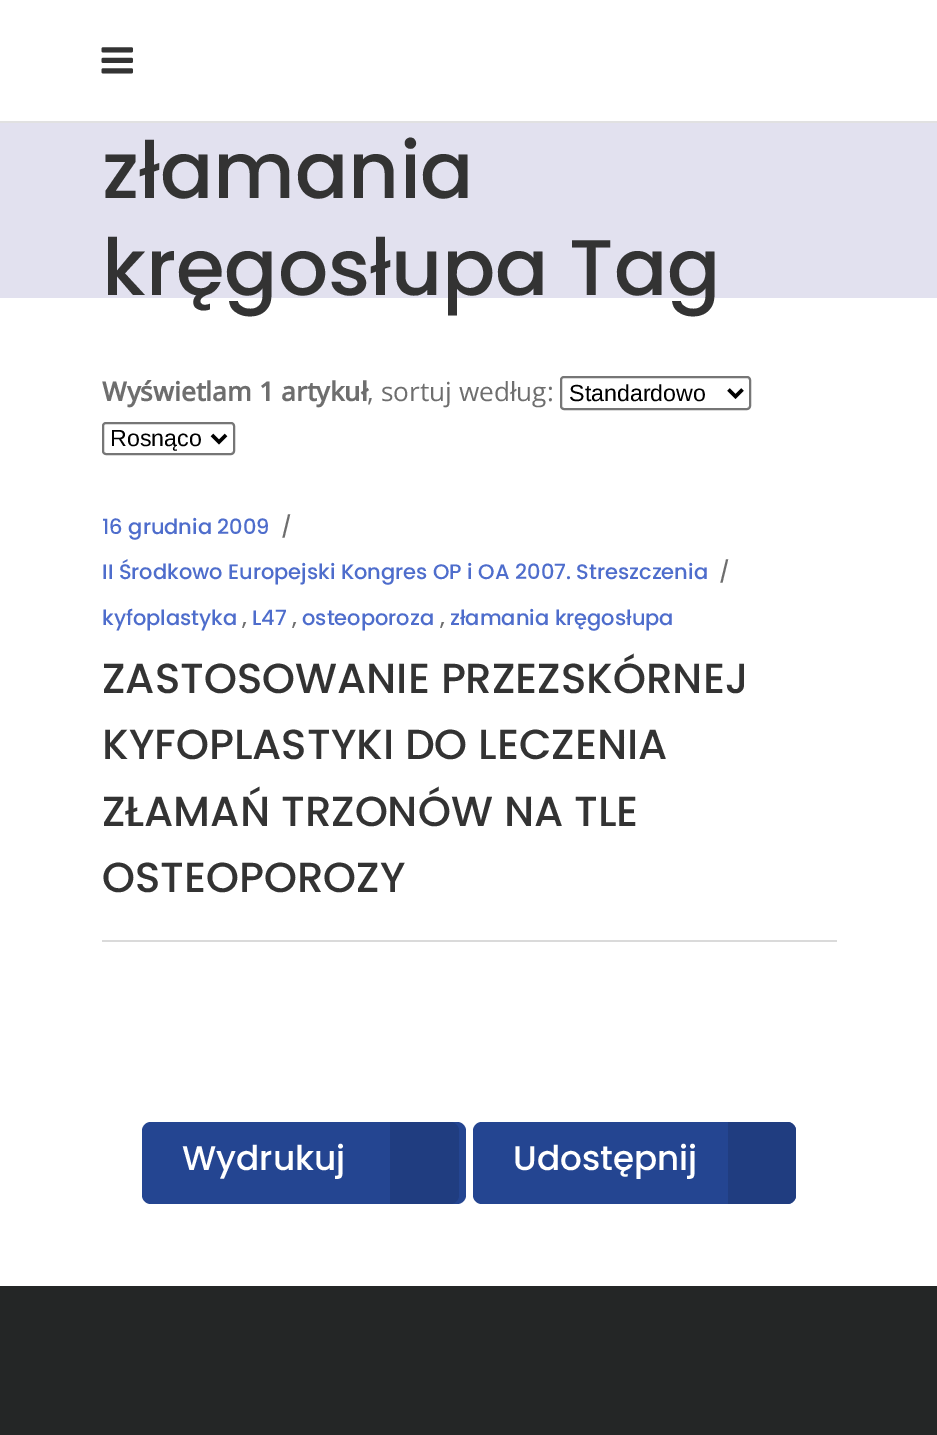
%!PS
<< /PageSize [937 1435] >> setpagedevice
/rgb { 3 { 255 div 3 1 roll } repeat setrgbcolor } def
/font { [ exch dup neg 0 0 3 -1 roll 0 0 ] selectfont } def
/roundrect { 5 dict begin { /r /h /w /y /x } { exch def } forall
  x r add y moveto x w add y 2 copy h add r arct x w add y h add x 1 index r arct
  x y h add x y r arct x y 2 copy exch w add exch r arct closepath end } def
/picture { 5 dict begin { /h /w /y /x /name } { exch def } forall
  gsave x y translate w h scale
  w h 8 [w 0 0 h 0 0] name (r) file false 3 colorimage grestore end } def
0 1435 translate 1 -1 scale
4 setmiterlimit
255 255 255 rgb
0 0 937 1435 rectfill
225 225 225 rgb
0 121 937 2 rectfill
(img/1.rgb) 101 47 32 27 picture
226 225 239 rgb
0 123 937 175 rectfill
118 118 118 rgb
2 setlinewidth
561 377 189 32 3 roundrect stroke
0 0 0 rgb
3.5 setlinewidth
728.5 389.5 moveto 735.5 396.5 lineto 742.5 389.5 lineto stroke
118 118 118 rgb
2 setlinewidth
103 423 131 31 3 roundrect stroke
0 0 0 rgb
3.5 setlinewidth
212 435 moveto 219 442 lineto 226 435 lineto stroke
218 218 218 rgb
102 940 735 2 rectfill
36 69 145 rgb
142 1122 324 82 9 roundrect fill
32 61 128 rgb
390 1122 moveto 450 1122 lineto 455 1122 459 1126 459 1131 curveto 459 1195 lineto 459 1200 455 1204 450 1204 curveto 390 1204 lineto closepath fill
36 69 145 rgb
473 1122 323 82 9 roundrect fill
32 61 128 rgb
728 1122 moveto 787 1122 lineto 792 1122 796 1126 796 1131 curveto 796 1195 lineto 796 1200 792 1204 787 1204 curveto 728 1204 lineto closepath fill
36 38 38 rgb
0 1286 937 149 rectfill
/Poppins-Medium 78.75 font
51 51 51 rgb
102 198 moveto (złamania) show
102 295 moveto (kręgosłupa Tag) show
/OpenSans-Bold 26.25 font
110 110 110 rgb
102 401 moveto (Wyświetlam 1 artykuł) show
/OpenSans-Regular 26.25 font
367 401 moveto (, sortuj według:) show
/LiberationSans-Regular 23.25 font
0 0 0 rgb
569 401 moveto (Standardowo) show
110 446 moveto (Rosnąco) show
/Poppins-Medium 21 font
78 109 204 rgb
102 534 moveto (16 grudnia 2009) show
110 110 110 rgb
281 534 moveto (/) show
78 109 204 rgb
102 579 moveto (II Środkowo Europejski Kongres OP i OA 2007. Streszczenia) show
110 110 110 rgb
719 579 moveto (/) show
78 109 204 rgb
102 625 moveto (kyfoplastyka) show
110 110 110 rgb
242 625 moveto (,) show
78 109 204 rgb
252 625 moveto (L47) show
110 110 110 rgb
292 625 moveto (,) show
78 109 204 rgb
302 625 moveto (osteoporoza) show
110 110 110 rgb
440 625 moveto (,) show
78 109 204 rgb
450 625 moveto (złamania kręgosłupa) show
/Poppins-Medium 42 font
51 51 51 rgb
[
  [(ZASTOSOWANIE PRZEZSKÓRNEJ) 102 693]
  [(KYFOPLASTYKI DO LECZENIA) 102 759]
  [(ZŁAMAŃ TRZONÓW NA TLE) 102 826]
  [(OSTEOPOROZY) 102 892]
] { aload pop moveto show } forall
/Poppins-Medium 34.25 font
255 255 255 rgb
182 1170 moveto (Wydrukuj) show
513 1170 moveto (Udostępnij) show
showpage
· · · ·
If a line of the records includes the string "exch", copy it out.

/font { [ exch dup neg 0 0 3 -1 roll 0 0 ] selectfont } def
/roundrect { 5 dict begin { /r /h /w /y /x } { exch def } forall
  x y h add x y r arct x y 2 copy exch w add exch r arct closepath end } def
/picture { 5 dict begin { /h /w /y /x /name } { exch def } forall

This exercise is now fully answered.